Create a Voice-Controlled Web Visualization with Vue.js and Machine Learning

In this tutorial, we’ll pair Vue.js, three.js and LUIS (Cognitive Services) to create a voice-controlled web visualization.

What can we do if we can control the behaviors of the web in our favor, just by speaking? For an experiment, I decided to use LUIS, which is a machine learning-based service to build natural language through the use of custom models that can continuously improve. We can use this for apps, bots, and IoT devices. This way, we can create a visualization that responds to any voice — and it can improve itself by learning along the way.

Here’s a bird’s eye view of what we're building:

Setting up LUIS

We’ll get a free trial account for Azure and then go to the portal. We’ll select Cognitive Services.

After picking New → AI/Machine Learning, we’ll select "Language Understanding" (or LUIS).

Then we’ll pick out our name and resource group.
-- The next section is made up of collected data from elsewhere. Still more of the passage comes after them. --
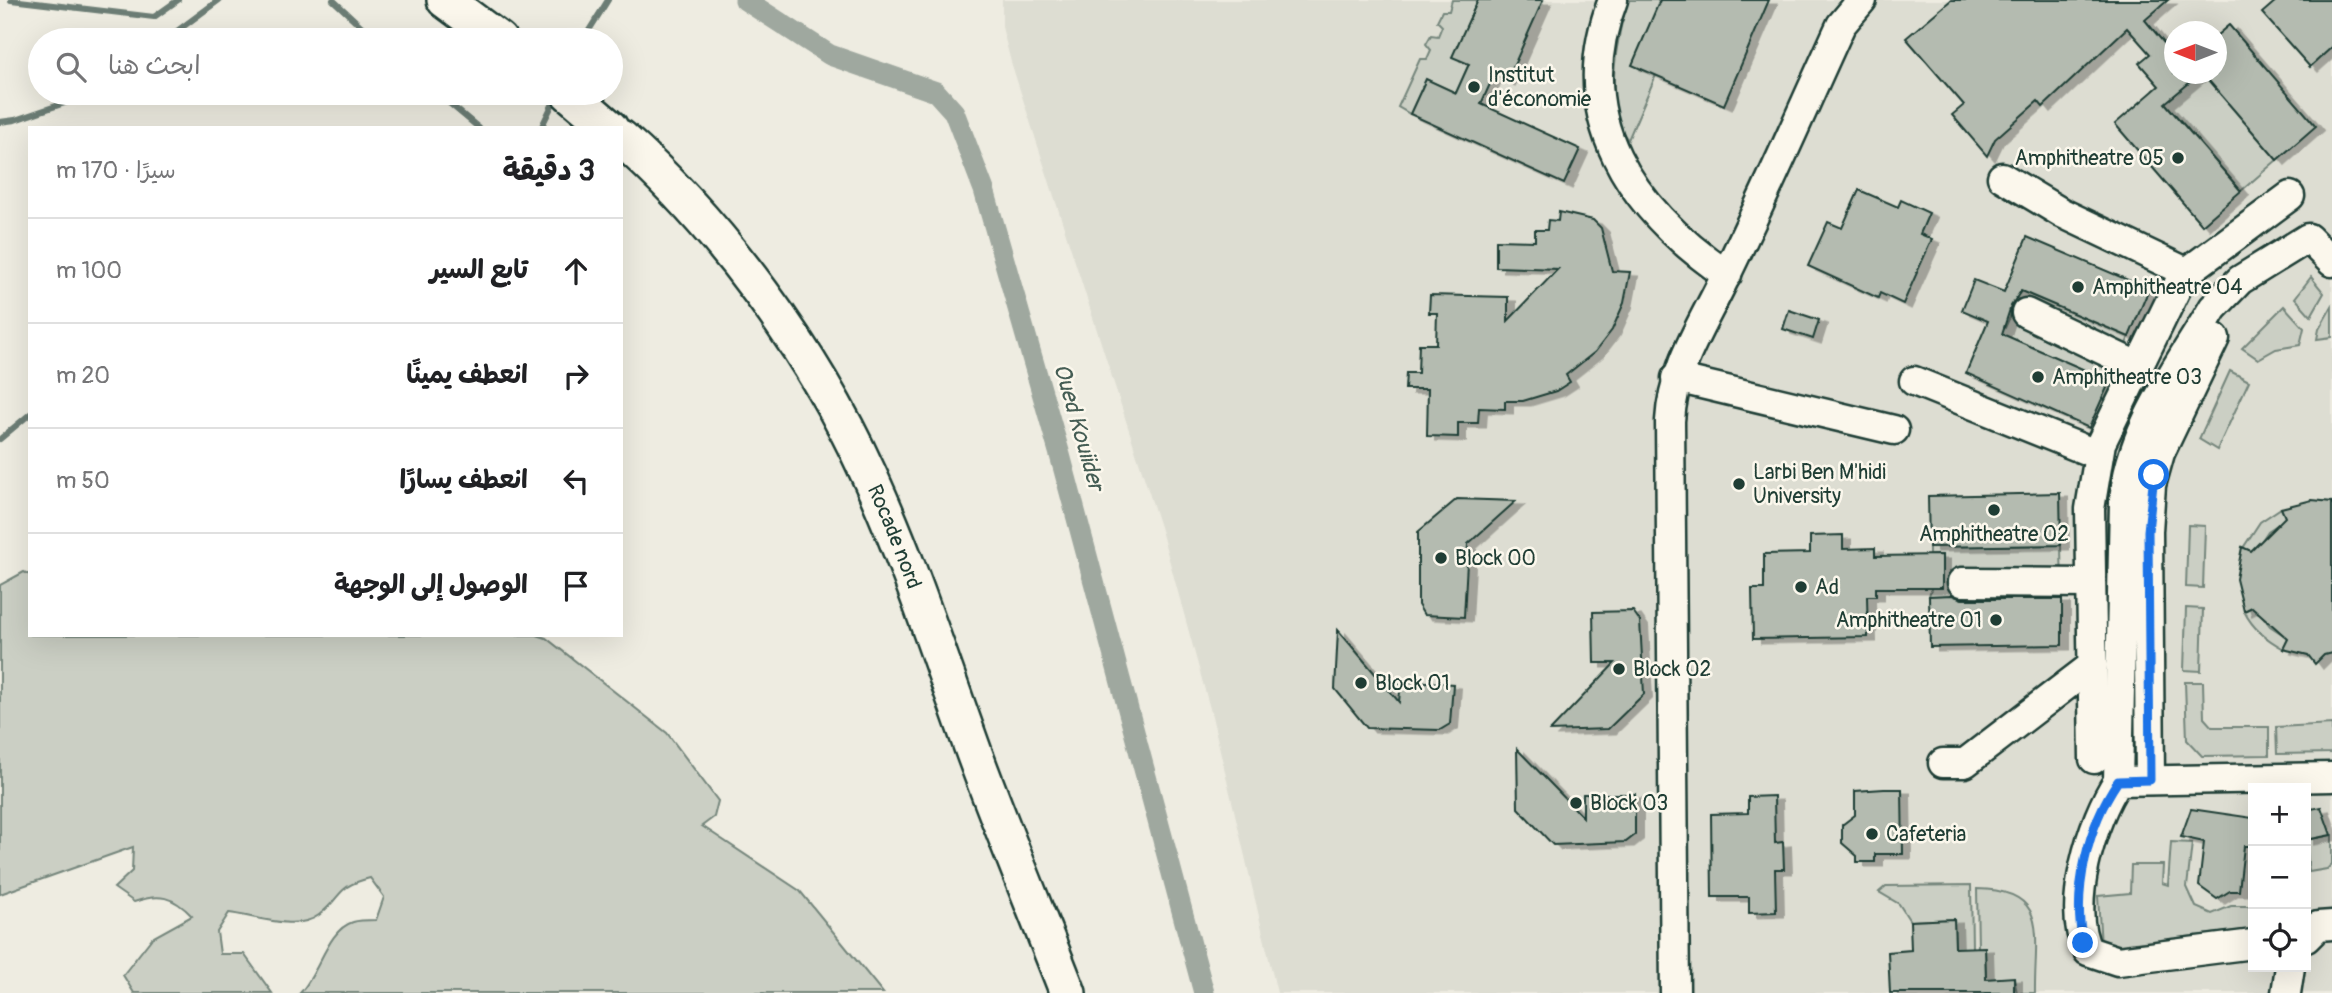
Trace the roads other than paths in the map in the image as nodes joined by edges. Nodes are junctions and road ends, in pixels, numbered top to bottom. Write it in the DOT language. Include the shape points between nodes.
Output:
graph roads {
  1 [pos="445,0"];
  2 [pos="1613,0"];
  3 [pos="1862,0"];
  4 [pos="483,28"];
  5 [pos="583,105"];
  6 [pos="608,126"];
  7 [pos="623,140"];
  8 [pos="2001,177"];
  9 [pos="2290,196"];
  10 [pos="2320,250"];
  11 [pos="2186,272"];
  12 [pos="1727,275"];
  13 [pos="2026,313"];
  14 [pos="2137,366"];
  15 [pos="1676,379"];
  16 [pos="1914,382"];
  17 [pos="1894,430"];
  18 [pos="2098,455"];
  19 [pos="1962,582"];
  20 [pos="2091,583"];
  21 [pos="2093,665"];
  22 [pos="2094,759"];
  23 [pos="1943,763"];
  24 [pos="2332,776"];
  25 [pos="2150,780"];
  26 [pos="2118,781"];
  27 [pos="2248,945"];
  28 [pos="2289,972"];
  29 [pos="1068,993"];
  30 [pos="1675,993"];
  31 [pos="2286,993"];
  1 -- 4 [label="main road"];
  2 -- 12 [label="street" via="1603,34 1599,78 1604,117 1619,164 1653,214"];
  3 -- 12 [label="street" via="1841,25"];
  5 -- 6 [label="main road"];
  7 -- 29 [label="main road, Rocade nord" via="703,220 752,281 832,402 900,546"];
  8 -- 11 [label="street" via="2062,213"];
  9 -- 11 [label="street"];
  10 -- 25 [label="street" via="2232,305 2156,464 2148,512"];
  10 -- 26 [label="street" via="2240,280 2222,295 2137,439 2124,502"];
  11 -- 14 [label="street"];
  12 -- 15 [label="street"];
  13 -- 14 [label="street"];
  14 -- 18 [label="street"];
  15 -- 17 [label="street"];
  15 -- 30 [label="street" via="1671,421"];
  16 -- 18 [label="street"];
  18 -- 20 [label="street" via="2090,509"];
  19 -- 20 [label="street"];
  20 -- 21 [label="street"];
  21 -- 22 [label="street"];
  21 -- 23 [label="street" via="1965,763"];
  24 -- 25 [label="street"];
  25 -- 26 [label="street"];
  26 -- 27 [label="street" via="2104,802 2084,873 2081,930 2088,951 2118,961"];
  28 -- 31 [label="street"];
}
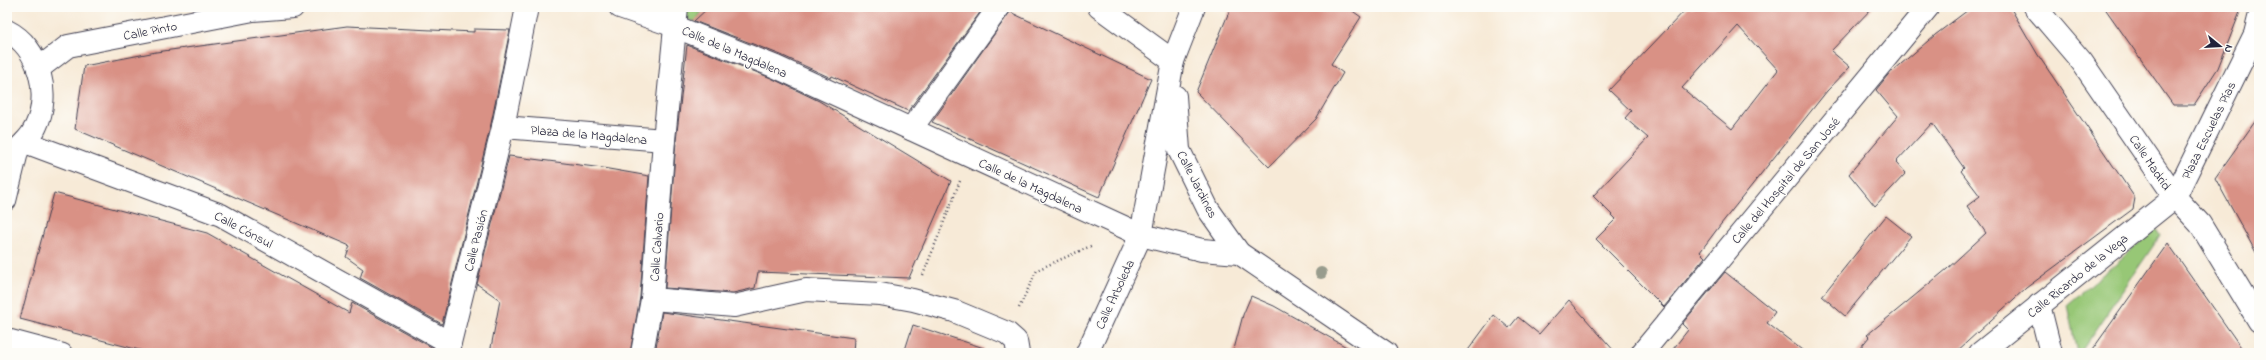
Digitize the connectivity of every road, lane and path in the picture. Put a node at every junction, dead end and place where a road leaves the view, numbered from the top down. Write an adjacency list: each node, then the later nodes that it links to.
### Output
1 (293, 7): 9 (street, Calle Pinto)
2 (527, 7): 15 (street)
3 (620, 7): 10 (street)
4 (999, 7): 16 (street)
5 (1099, 7): 13 (street)
6 (1194, 7): 13 (street, Calle Jardines)
7 (1928, 7): 37 (street, Calle del Hospital de San José)
8 (2036, 7): 20 (street, Calle Madrid)
9 (253, 9): 14 (street, Calle Pinto)
10 (672, 19): 16 (street, Calle de la Magdalena); 17 (street, Plaza de la Magdalena)
11 (2258, 30): 20 (street, Plaza Escuelas Pías)
12 (7, 31): 14 (street)
13 (1173, 61): 22 (street, Calle Jardines); 24 (street, Calle Jardines)
14 (38, 68): 18 (street)
15 (503, 127): 17 (street, Plaza de la Magdalena); 31 (street, Calle Pasión)
16 (911, 129): 22 (street, Calle de la Magdalena)
17 (664, 140): 25 (street, Calle Calvario)
18 (17, 149): 21 (lane); 31 (street, Calle Cónsul)
19 (963, 175): 26 (path)
20 (2175, 197): 27 (street, Calle Ricardo de la Vega); 28 (street, Calle Madrid)
21 (7, 201)
22 (1142, 235): 24 (street, Calle de la Magdalena); 35 (street, Calle Arboleda)
23 (1093, 244): 29 (path)
24 (1240, 253): 36 (street, Calle de la Magdalena)
25 (652, 299): 26 (street); 33 (street, Calle Calvario)
26 (913, 300): 29 (street)
27 (2039, 305): 38 (street, Calle Ricardo de la Vega); 39 (street)
28 (2259, 321)
29 (1007, 333): 34 (street)
30 (7, 338): 32 (lane)
31 (447, 348)
32 (63, 353)
33 (642, 353)
34 (1018, 353)
35 (1088, 353)
36 (1386, 353)
37 (1642, 353)
38 (1980, 353)
39 (2051, 353)

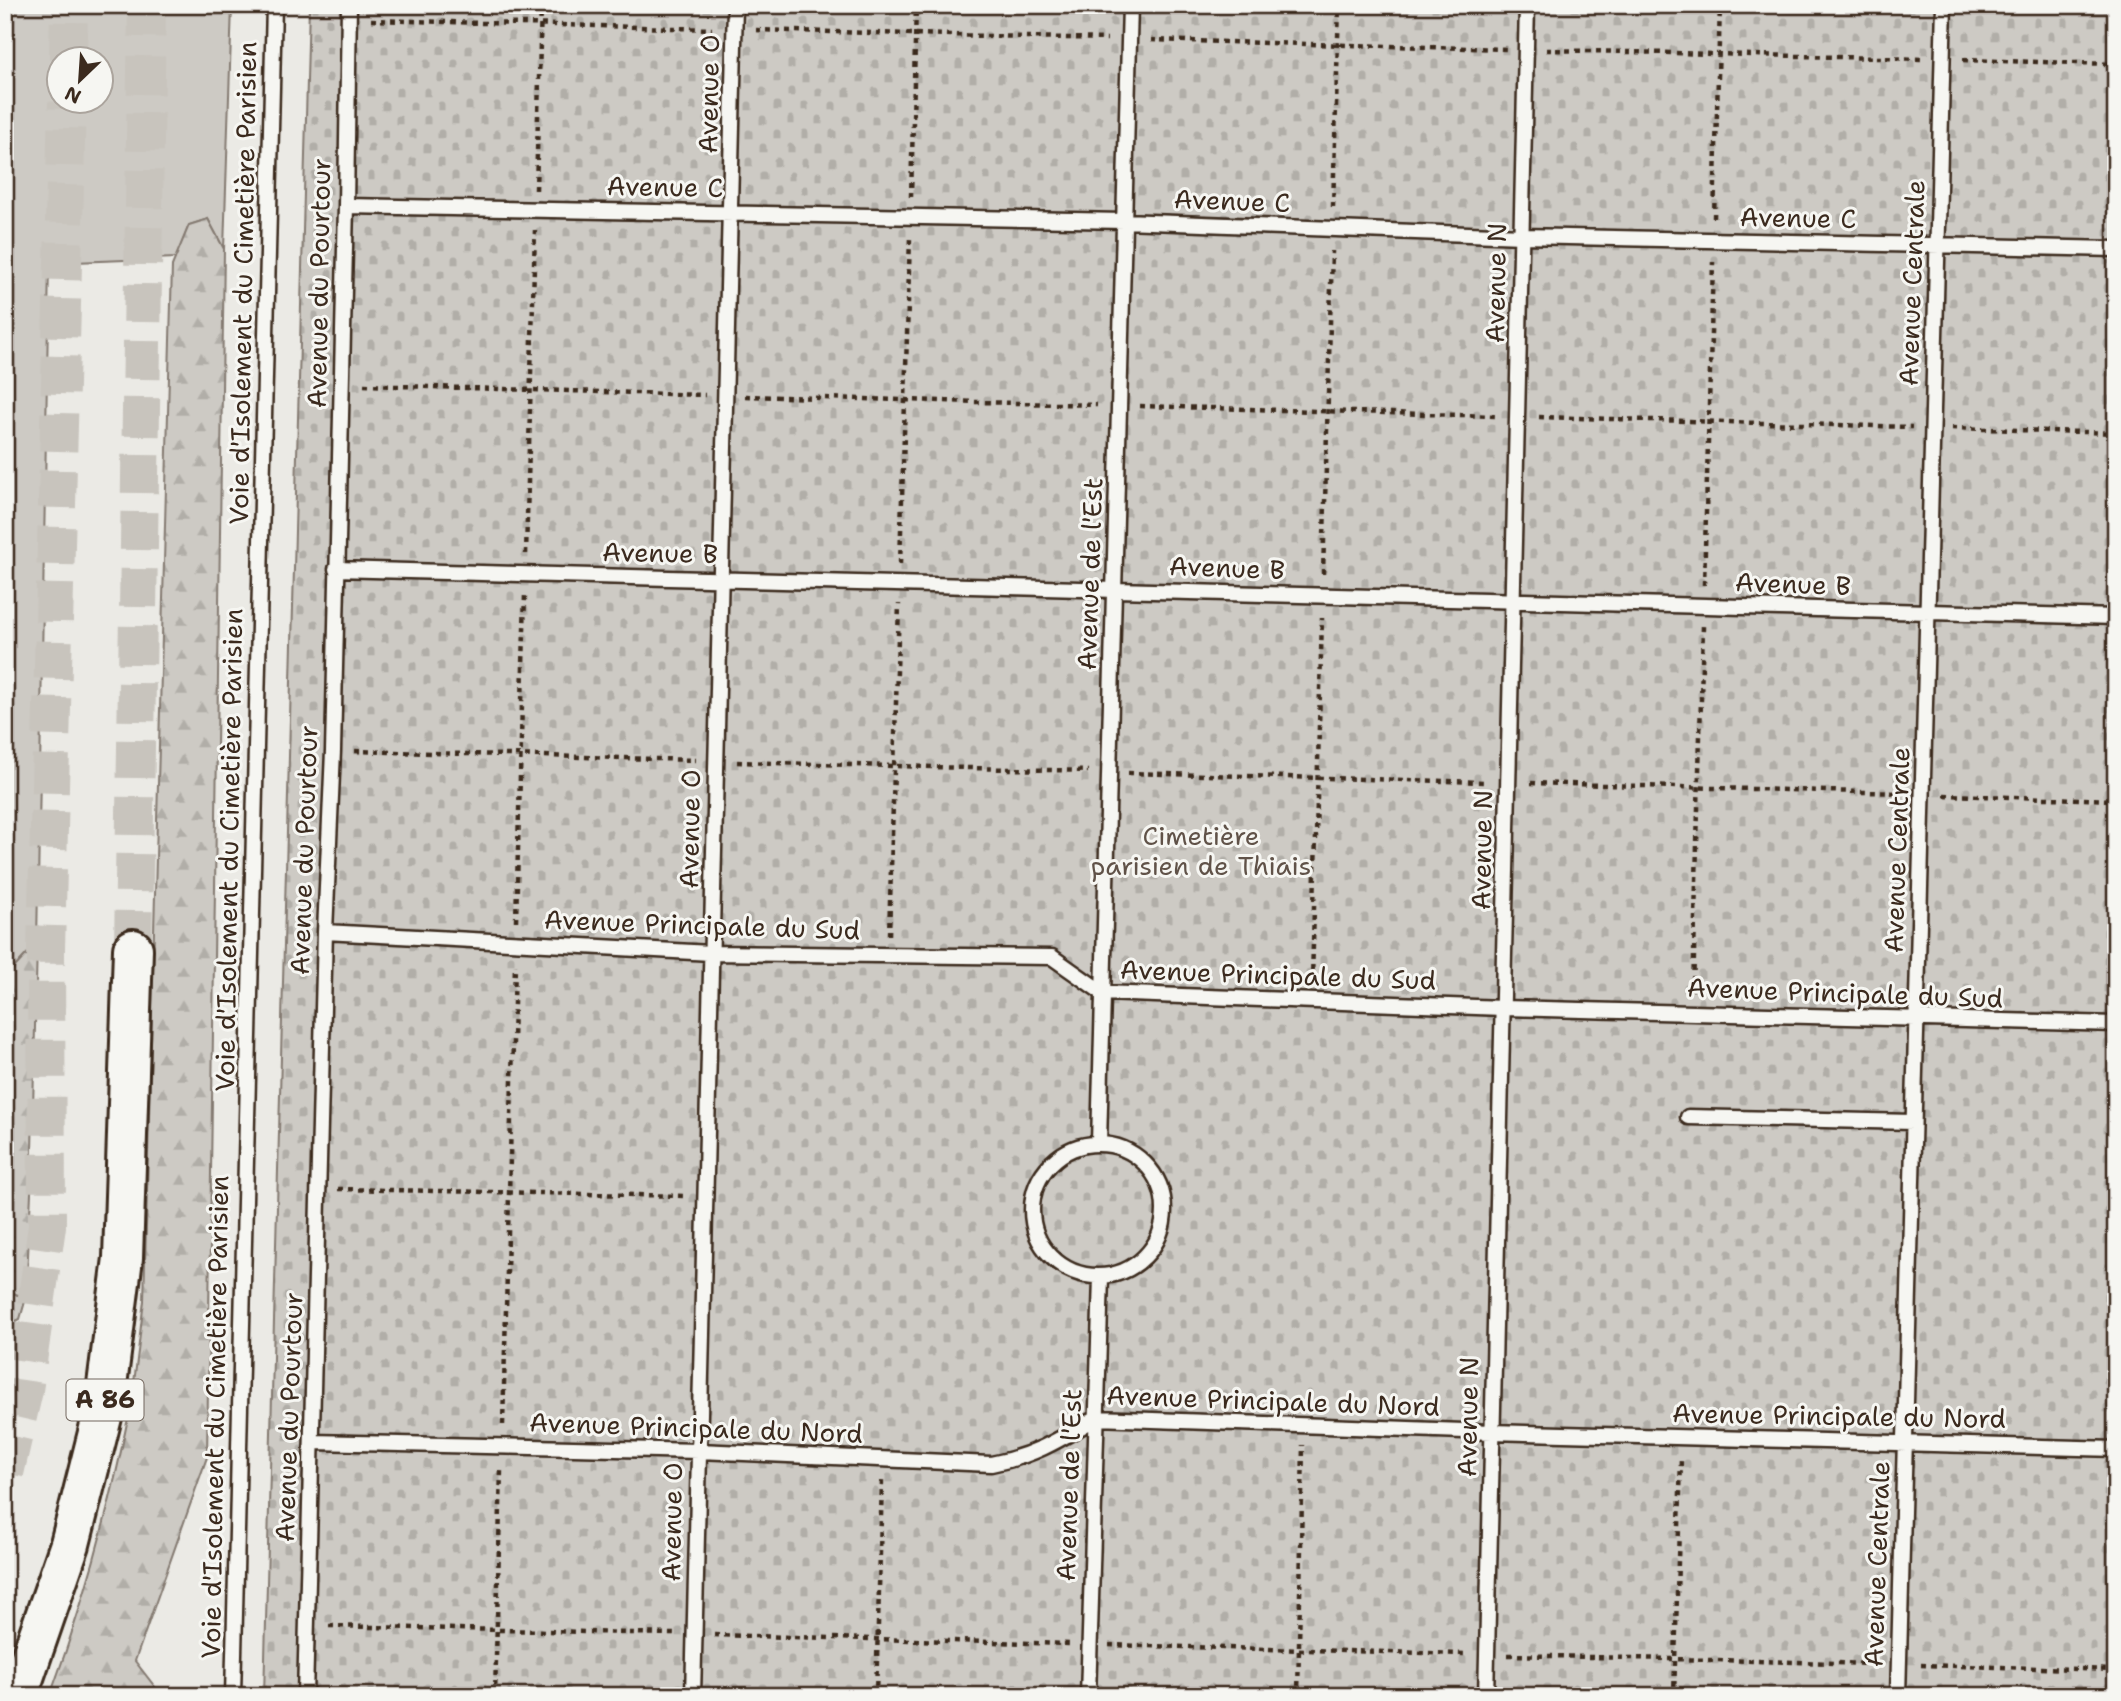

We’ll collect our keys from the next screen and then head over to the LUIS dashboard

It’s actually really fun to train these machines! We’ll set up a new application and create some intents, which are outcomes we want to trigger based on a given condition. Here’s the sample from this demo:

You may notice that we have a naming schema here. We do this so that it’s easier to categorize the intents. We’re going to first figure out the emotion and then listen for the intensity, so the initial intents are prefixed with either App (these are used primarily in the App.vue component) or Intensity.

If we dive into each particular intent, we see how the model is trained. We have some similar phrases that mean roughly the same thing:

You can see we have a lot of synonyms for training, but we also have the "Train" button up top for when we’re ready to start training the model. We click that button, get a success notification, and then we’re ready to publish. 

Setting up Vue

We’ll create a pretty standard Vue.js application via the Vue CLI. First, we run:

Bash
vue create three-vue-pattern
# then select Manually...

Vue CLI v3.0.0

? Please pick a preset:
default (babel, eslint)
❯ Manually select features

Then select the PWA feature and the other ones with the spacebar

? Please pick a preset: Manually select features
? Check the features needed for your project:
◉ Babel
◯ TypeScript
◯ Progressive Web App (PWA) Support
◯ Router
◉ Vuex
◉ CSS Pre-processors
◉ Linter / Formatter
◯ Unit Testing
◯ E2E Testing

? Pick a linter / formatter config:
ESLint with error prevention only
ESLint + Airbnb config
❯ ESLint + Standard config
ESLint + Prettier

? Pick additional lint features: (Press <space> to select, a to toggle all, i to invert selection)
❯ ◉ Lint on save
◯ Lint and fix on commit

Successfully created project three-vue-pattern.
Get started with the following commands:

$ cd three-vue-pattern
$ yarn serve

This will spin up a server for us and provide a typical Vue welcome screen. We’ll also add some dependencies to our application: three.js, sine-waves, and axios. three.js will help us create the WebGL visualization. sine-waves gives us a nice canvas abstraction for the loader. axios will allow us a really nice HTTP client so we can make calls to LUIS for analysis.

Bash
yarn add three sine-waves axios

Setting up our Vuex store

Now that we have a working model, let’s go get it with axios and bring it into our Vuex store. Then we can disseminate the information to all of the different components.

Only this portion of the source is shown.